Because an array contains order information and a set does not.


Explanation with the use of documentation:

The internal data format of a static or dynamic array:

is stored as a contiguous sequence of elements of the component type of the array. The components with the lowest indexes are stored at the lowest memory addresses.

Walking over these indices with a for in loop is done in incremental order:

The array is traversed in increasing order, starting at the lowest array bound and ending at the array size minus one.

On the other side, the internal data format of a set:

is a bit array where each bit indicates whether an element is in the set or not.

Thus all these "indiced bits" are stored in one and the same "value". That is why a set can be typecasted to an Integer type, and why the order in which the bits are added is lost: [enum3, enum1] = [enum1, enum3].

Angelineangelique answered 29/6, 2015 at 17:36 Comment(4)
I suppose I was more wondering why [...] was an array sometimes and a set at other times. I should have made that more clear.Lovable
Then the answer would be: Because the context is determined by the declaration of the types, it is the language. ;)Angelineangelique
That's what I was really driving at. And of course I knew the answer when I asked the question. If I've missed any documentation that explains this then that would be nice to see. +1Lovable
Yeah, it appears the documentation simply has to catch up with this new form of constant array declaration.Angelineangelique
L
3
for Enum in Arr do
  Writeln(ord(Enum));

Here, Arr is an array, and so the items of the array are output in order.

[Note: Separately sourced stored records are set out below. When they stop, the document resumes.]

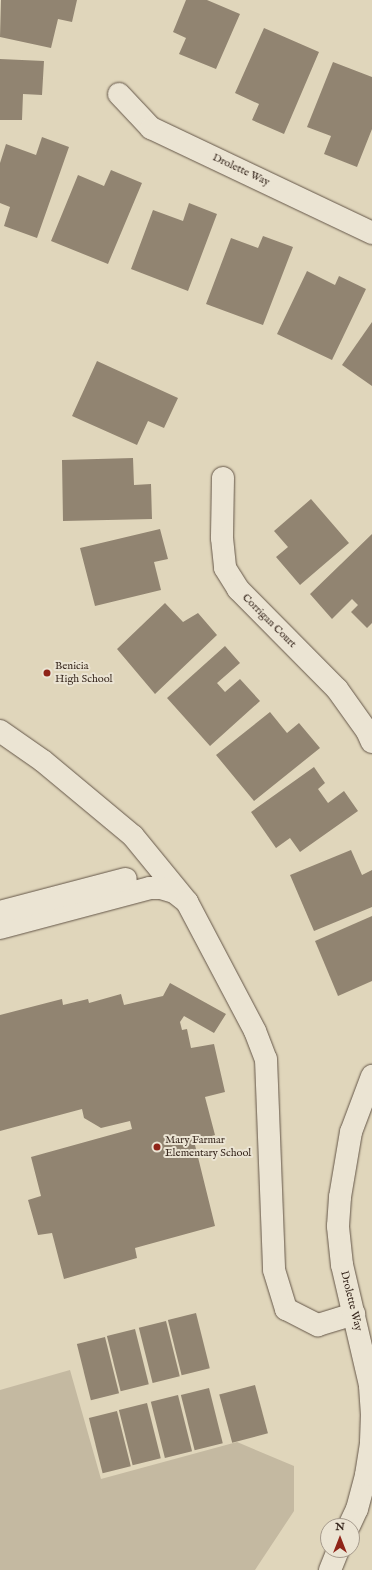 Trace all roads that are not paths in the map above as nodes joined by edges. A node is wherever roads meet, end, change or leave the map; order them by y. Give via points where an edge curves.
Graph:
1 (119, 94) dead end
2 (372, 233) edge
3 (223, 478) dead end
4 (0, 731) edge
5 (372, 742) edge
6 (161, 870) junction
7 (187, 902) junction
8 (0, 912) edge
9 (0, 928) edge
10 (372, 1076) edge
11 (354, 1314) junction
12 (353, 1518) edge
13 (335, 1558) edge
14 (330, 1570) edge

1 - 2 street, Drolette Way via 151,128
3 - 5 street, Corrigan Court via 222,538 225,568 238,589 337,689
4 - 6 street via 43,761 133,836
6 - 7 street
6 - 8 street
7 - 9 street via 174,892 150,888
7 - 11 street via 255,1031 266,1059 274,1270 286,1309 318,1325
10 - 11 street, Drolette Way via 351,1132 340,1197 338,1226 342,1265
11 - 12 street, Drolette Way via 370,1385 371,1428 366,1475
13 - 14 street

The documentation says:

The array is traversed in increasing order.

Hence 2 is output before 0.

for Enum in [enum3, enum1] do
  Writeln(ord(Enum));

Here, [enum3, enum1] is a set and the enumerator for a set happens to enumerate in order of increasing ordinal value. So the output has 0 first.

I don't think that is stated anywhere in the documentation that sets are enumerated in that order, but empirically that appears to be the case. However, since sets are an unordered type one should not be relying on their enumeration order anyway.


So the question then becomes understanding how [...] can be a set or an array at different points in the code. This all stems from the new XE7 dynamic array syntax which introduces (another) syntactical ambiguity. When we write

Arr := [enum3, enum1];

then [enum3, enum1] is an array. The compiler knows that Arr is an array and that information defines the type of the literal.

But when we write

for Enum in [enum3, enum1] do

then [enum3, enum1] is a set. Here the literal could in principle be either array or set. In such situations, I believe that the compiler will always prefer sets.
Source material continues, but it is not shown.